Well, I got my memantine. What should I know about dosinghg dear, side effects and interactions?


Semi unrelated, but relates to pain management, after some research on bioavailability I'm trying to get my doctor to switch to intranasal oxytocin rather than the sublingual troches I've been prescribed for years
 
How does oxytocin feel? I've wondered about this for longer, never actually bought some though.. the research appears to be unconclusive, some say it improves anxiety and specially social anxiety but some also tell about worsened aggressivity etc. and last but not least there were/are nasal sprays of oxytocin available which are only used to induce birth and don't have mental effects listed ...

The usual dose is 20mg/d, well for Alzheimer. This might be enough to lower tolerance. For withdrawal you will need more, but be cautious it has a huge safety with people tolerating about 8-10x the recommended dosage w/o apparent ill effects but it certainly is a powerful dopaminergic with all implications for mania and compulsion, even worse while w/d when there's high NE. Maybe memantine+clonidine would make a good combo for painless opioid w/d.

Really I can't push this topic enough given the huge pain and general problemacy about opioid dependence and withdrawal.. with NMDA antags opioids loose much of their fears, an almost painless and problemless withdrawal is possible - unsolved question remains for how long you need to continue them afterwards and whether the suppression of craving is permanent (it probably isn't, and will come back after stopping the antagonist, but afaik w/d intensity and longevity are relevant factors for relapse so still not too bad). Might be that for heavy heroin habit a stronger one than memantine is required but I dunno. DXM is good too if you don't get psychotic reactions like I have, and strangely while it's a strong SNDRI it, in moderation is less stimulating than memantine.
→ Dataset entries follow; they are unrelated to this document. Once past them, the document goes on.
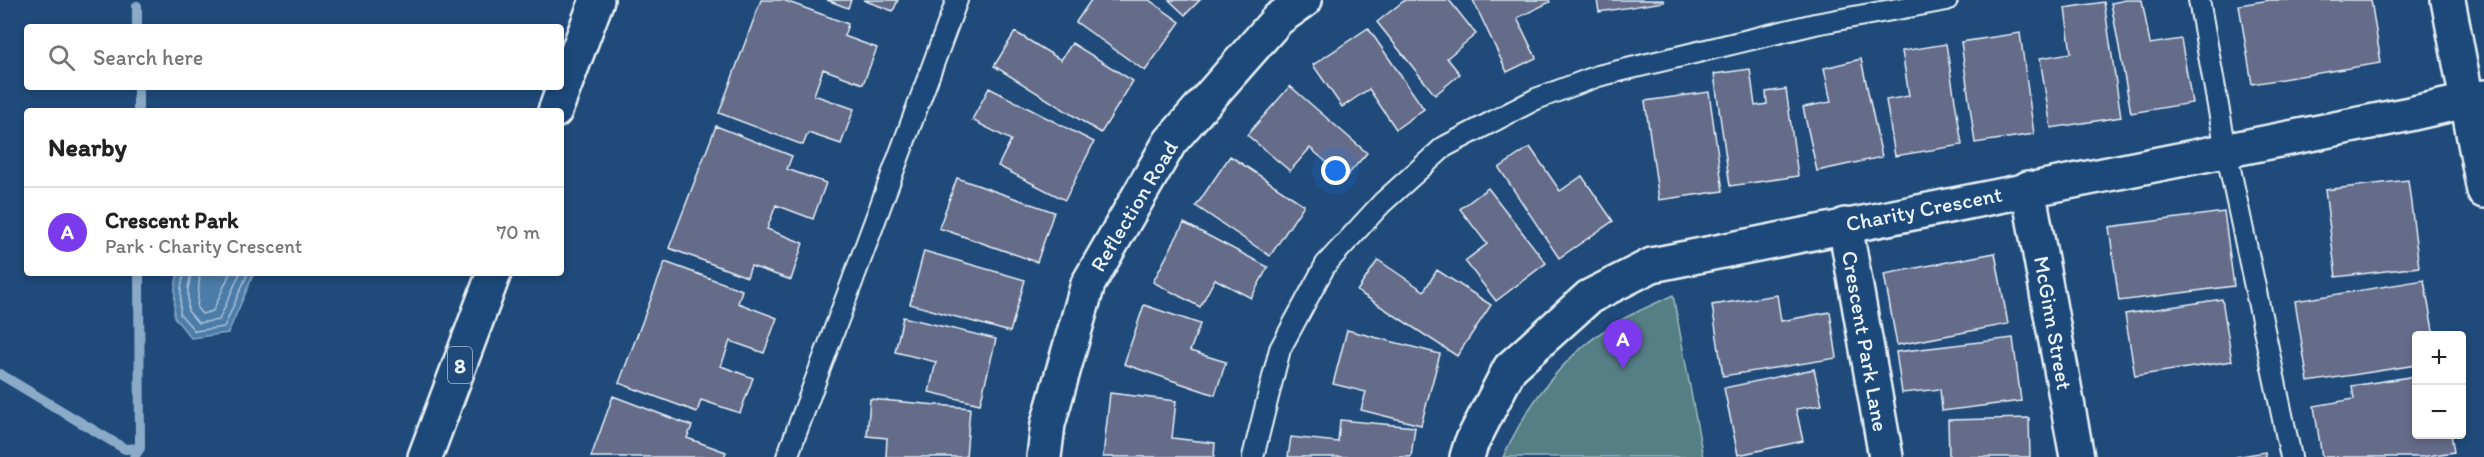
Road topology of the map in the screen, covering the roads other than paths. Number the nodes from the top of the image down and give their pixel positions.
1 (597, 0) edge
2 (957, 0) edge
3 (1305, 0) edge
4 (1947, 0) edge
5 (2199, 0) edge
6 (2448, 0) edge
7 (564, 87) edge
8 (563, 90) edge
9 (2475, 99) edge
10 (556, 108) edge
11 (2226, 150) junction
12 (2028, 189) junction
13 (2484, 191) edge
14 (1845, 225) junction
15 (493, 276) edge
16 (425, 457) edge
17 (787, 457) edge
18 (1044, 457) edge
19 (1253, 457) edge
20 (1467, 457) edge
21 (1886, 457) edge
22 (2077, 457) edge
23 (2291, 457) edge

1 - 7 street
2 - 17 lane
3 - 18 street, Reflection Road
4 - 19 lane
5 - 11 lane
6 - 9 street
8 - 10 street
9 - 11 street, Charity Crescent
9 - 13 street
11 - 12 street, Charity Crescent
11 - 23 lane
12 - 14 street, Charity Crescent
12 - 22 street, McGinn Street
14 - 20 street, Charity Crescent
14 - 21 street, Crescent Park Lane
15 - 16 street, 8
There are actually sedative arylcyclohexylamines, I remember one of the briefly available 3-MeO-PCxy (not PCP/PCE) to be sedative - another one heavily psychotic - such one would be the ideal choice for withdrawal, maybe even of GABAergics(?), imho.
 
Morphine tolerance appears to be mostly(?)/completely(??) peripherally mediated, with peripherally selective NMDA antagonists able to block tolerance development. That's remarkable and given the age of the paper, once more weird that we don't see this used. Source
 
Memantine really isn't that of an anticholinergic. It only antagonizes one subtype of nicotinergic ACh receptors, you feel less from smoking yeah but when taken alone I didn't get anything at many times the recommended dosage. DXM is effective too btw in sub-dissociative dosages and to me memantine heavily fucks up sleep while DXM doesn't. It's a stronger psychotomimetic though if you are susceptible to that sort of effect (or can provide you with some nice nighttime visuals).

For sure that's the primary downside of opioids and unfortunately here dissos tend to make little, the euphoric effects might be based on excitatory opioid transmission to which tolerance develops very fast and ultra low naltrexone for example blocks these even but to manage tolerance against pain killing effects seems to be possible.

Maybe you could try ket together with clonidine, an effective antisympathomimetic which shouldn't interfere with it?

From all what I've read, CWE seems to work but never done it and might be wrong about it.

Thanks for the report link :)
 
Maybe you could try ket together with clonidine, an effective antisympathomimetic which shouldn't interfere with it?
I do actually have some clonidine. But the cause of my blood pressure issues is sort of a mystery. I've tried beta blockers and prazosin, which is more similar to clonidine, and felt pretty bad from them, which made me think the sympathetic nervous system issues are compensating for low blood volume. When I get saline infusions my bp actually lowers. So I'm not sure clonidine wi help but I'll try a small dose of it. If that doesn't work I'll ask my doc to start me on losartan or a calcium channel blocker. Then I may feel more comfortable using ketamine or kratom which mess with my bp some.